Some people like the sun or snow or rain, but I love the wind. It reminds me that even the greatest trees can be shaken, that the sturdiest leaves can be whisked away by a breeze, that a landscape can be irrevocably altered by a gale. The wind blows love into lives and sweeps away regret. The wind brings change.
I think that it is important to embrace the winds of change. I feel most alive when new situations, people, and places enter my life. And apparently, I always have; when I was three years old, I told my parents I loved traveling because “I like to sleep in different beds every night.” What we remember most are not the familiar routines of our lives, but the startling – and sometimes scary – changes. Novel experiences challenge us to act to our full potential. A life spent avoiding change can be comforting in its stability, but it lacks the heart-thumping mystery of pursuing the unknown and the un-tried.
In the spirit of venturing into uncharted territory, last summer I attended a month-long Pre-College program at Pratt Institute in Brooklyn. I was immersed in a sea of new faces, presented with an entire city to discover, and exposed to new and thought-provoking ideas. Living in a dorm just a short subway ride from Manhattan was certainly a change from my quiet, family-centered life in Providence, and I thrived. I made friends that I remain close to, explored the city, and made many paintings that I am proud of.
Part of the reason I adore painting – whether it is watercolor, oil, or acrylic – is that for a time, the canvas is in a state of continuous and radical change. But after the first rush, the initial burst of creativity, there is the stage of gradual alterations and meditation, often followed by a lull of brooding incompletion. After some more re-working, perhaps a glaze or two of contrasting shades, the painting ideally reaches a stage of completion.

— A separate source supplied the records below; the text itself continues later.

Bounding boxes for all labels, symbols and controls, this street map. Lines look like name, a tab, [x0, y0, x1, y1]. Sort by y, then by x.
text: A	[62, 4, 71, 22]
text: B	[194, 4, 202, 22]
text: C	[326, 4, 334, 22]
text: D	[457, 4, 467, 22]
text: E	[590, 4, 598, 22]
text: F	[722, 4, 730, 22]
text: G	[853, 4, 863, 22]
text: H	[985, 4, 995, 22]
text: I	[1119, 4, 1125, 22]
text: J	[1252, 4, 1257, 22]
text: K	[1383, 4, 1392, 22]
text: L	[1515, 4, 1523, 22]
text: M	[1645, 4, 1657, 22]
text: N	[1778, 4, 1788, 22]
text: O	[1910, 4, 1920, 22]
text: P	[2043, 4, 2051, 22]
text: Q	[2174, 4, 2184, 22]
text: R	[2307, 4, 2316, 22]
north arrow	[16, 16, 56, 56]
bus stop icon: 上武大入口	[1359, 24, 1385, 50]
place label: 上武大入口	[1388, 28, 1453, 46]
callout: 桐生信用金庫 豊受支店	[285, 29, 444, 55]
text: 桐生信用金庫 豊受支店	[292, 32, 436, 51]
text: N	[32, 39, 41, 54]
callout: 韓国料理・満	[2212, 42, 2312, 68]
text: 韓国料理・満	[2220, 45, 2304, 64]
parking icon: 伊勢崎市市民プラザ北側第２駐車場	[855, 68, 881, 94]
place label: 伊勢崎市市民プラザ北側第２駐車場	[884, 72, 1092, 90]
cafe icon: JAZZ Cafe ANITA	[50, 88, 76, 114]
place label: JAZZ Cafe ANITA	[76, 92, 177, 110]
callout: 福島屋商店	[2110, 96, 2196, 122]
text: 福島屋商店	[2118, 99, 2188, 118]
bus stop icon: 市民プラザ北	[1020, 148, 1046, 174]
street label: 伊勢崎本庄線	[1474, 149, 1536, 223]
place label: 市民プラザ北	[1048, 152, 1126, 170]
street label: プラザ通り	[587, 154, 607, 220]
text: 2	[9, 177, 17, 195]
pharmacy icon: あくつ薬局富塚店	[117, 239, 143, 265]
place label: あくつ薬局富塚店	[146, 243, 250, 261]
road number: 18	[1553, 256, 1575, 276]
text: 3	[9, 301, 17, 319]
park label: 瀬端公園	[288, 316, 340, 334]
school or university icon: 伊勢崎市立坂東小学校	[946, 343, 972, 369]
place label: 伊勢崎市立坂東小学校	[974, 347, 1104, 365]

I find it difficult to accept times of stasis. Sometimes I wish my life was less predictable and structured. Nonetheless, high school is a time of routine and sameness. I know will have more freedom once I graduate, but I also accept that my life will not be a continuous whirlwind of adventure. This is why I believe in calmly accepting both the radical changes and the pleasant sameness of life. Just as the wind doesn’t always howl, I know my life cannot be in a constant state of radical upheaval and flux. I agree with Bob Dylan that you don’t need a weatherman to know which way the wind blows, but I also know that many a gale and hurricane have caught people unaware. To me it seems that life, like the wind, like a painting, is a strange and paradoxical mix of the forecast-able and the surprising. To live more fully, more deeply – and indeed, more happily – I want to be excited by the unknown and comfortable with the unchanging. I wish to live with grace.